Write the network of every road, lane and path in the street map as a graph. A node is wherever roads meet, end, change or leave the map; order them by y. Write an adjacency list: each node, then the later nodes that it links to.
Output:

##############################

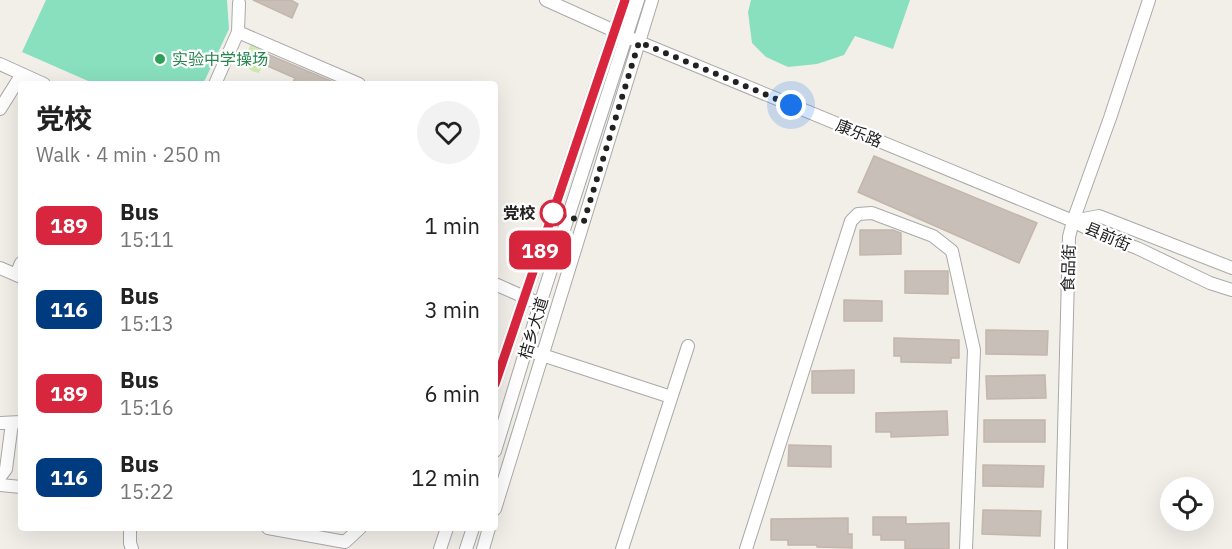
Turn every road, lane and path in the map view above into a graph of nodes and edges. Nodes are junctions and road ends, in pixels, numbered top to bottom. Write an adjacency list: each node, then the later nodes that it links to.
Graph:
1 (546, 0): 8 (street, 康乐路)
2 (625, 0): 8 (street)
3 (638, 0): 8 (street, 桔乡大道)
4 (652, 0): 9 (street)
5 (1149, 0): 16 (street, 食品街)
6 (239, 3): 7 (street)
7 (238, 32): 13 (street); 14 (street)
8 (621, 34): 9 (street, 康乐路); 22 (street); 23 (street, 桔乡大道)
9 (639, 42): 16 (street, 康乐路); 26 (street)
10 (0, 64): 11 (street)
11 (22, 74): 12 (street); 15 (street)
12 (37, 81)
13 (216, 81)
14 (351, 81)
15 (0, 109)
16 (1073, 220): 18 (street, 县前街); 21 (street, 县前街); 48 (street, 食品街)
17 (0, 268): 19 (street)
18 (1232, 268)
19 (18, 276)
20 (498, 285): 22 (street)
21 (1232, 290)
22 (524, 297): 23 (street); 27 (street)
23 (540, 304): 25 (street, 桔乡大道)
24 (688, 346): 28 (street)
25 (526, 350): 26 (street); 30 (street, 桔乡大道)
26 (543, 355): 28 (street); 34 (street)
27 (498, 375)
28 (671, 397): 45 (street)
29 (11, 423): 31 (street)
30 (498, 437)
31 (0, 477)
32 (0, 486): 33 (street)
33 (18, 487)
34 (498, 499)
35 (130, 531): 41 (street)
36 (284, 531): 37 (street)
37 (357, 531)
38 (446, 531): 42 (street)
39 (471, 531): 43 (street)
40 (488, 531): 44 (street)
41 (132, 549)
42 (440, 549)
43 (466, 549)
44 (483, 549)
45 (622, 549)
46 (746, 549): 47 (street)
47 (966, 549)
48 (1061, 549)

##############################

§ EXERCISE OBJECTIVE: Count the lines above that contain "Write" and reply with the figure alone.

§ RESPONSE TO THIS TASK: 2